Riley is a fighter and that hasn't changed. He's been through so much that I'm sure his body just needs time... and maybe a bit more energy. The feeding tube could just give the whole situation the upkick it needs right now. I can't imagine being a bit stronger could hurt.

Love to you all and all my prayers for some good steps forward. God knows you all deserve it.

Anonymous said...

I found a link to your blog on Sophia's site (iheartsophia).

I've been reading your posts & I will keep Riley & your family in my thoughts & prayers.

$ugarDaddy said...

I noticed this on the BBC.
http://news.bbc.co.uk/2/hi/health/6517645.stm

AJ said...

Endurance. Riley has it. His parents have it too. You can get through this.

nettesky said...

Just wanted to let you know we're thinking of you, and sending over all kinds of positive thoughts and such.

Hang in there and get better, Riley.
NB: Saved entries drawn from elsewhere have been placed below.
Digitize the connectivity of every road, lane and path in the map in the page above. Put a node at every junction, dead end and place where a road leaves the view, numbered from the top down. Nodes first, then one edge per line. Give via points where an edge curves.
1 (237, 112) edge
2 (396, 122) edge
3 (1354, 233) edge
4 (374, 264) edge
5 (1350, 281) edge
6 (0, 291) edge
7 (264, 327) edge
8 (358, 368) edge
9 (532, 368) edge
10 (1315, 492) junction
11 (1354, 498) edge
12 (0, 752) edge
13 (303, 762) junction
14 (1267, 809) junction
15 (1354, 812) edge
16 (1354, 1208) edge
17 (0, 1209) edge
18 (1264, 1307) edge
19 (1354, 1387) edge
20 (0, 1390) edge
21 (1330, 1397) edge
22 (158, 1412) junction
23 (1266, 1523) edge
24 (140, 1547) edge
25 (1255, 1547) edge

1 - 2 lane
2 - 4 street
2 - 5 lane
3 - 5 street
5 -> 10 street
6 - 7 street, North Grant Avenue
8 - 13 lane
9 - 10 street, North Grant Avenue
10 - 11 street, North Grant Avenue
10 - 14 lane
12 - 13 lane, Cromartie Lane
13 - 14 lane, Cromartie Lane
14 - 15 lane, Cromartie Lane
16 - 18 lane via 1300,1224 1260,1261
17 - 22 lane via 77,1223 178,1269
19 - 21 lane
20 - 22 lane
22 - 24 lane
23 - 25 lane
Happy Birthday.

hugs,
Dave & Annette

Karyn said...

I found you through Sophia's blog and I was so saddened to read your last post. I will be sending my prayers and thoughts in your family's direction. I hope things turn out well for all of you.

The Floods said...

I don't know what to say. It is so painful to read of Riley's struggle.
You are all in our thoughts and prayers. Our daughter, Ryleigh, sends you 'big hugs'.

Wade, Melissa and Ryleigh - Kansas City, MO

Anonymous said...

My mom told me about Riley. I am a cousin of his maternal grandmother, though I have never met Gail. (Gayle?- see, I don't even know how she spells her name; we were on opposite coasts). I will be praying for this precious child, and for you, his parents and his younger brother.
Rebecca Ifland, daughter of Nadine Jarand Davies

Terri and Fam said...

Through Sammy's page we have come to yours and have begun praying for you. How we know your frustration and pain. We lost our son to the Fontan almost 1 year ago. We are praying that this reversal will make your son Riley better and that his heart function will improve and he can hold off on the transplant and God will provide a miracle of healing.

Terri Grabb
www.grabbfamily.com

Anonymous said...

N. of Boston wishing you all Blessings this Easter,and hoping no news is good news!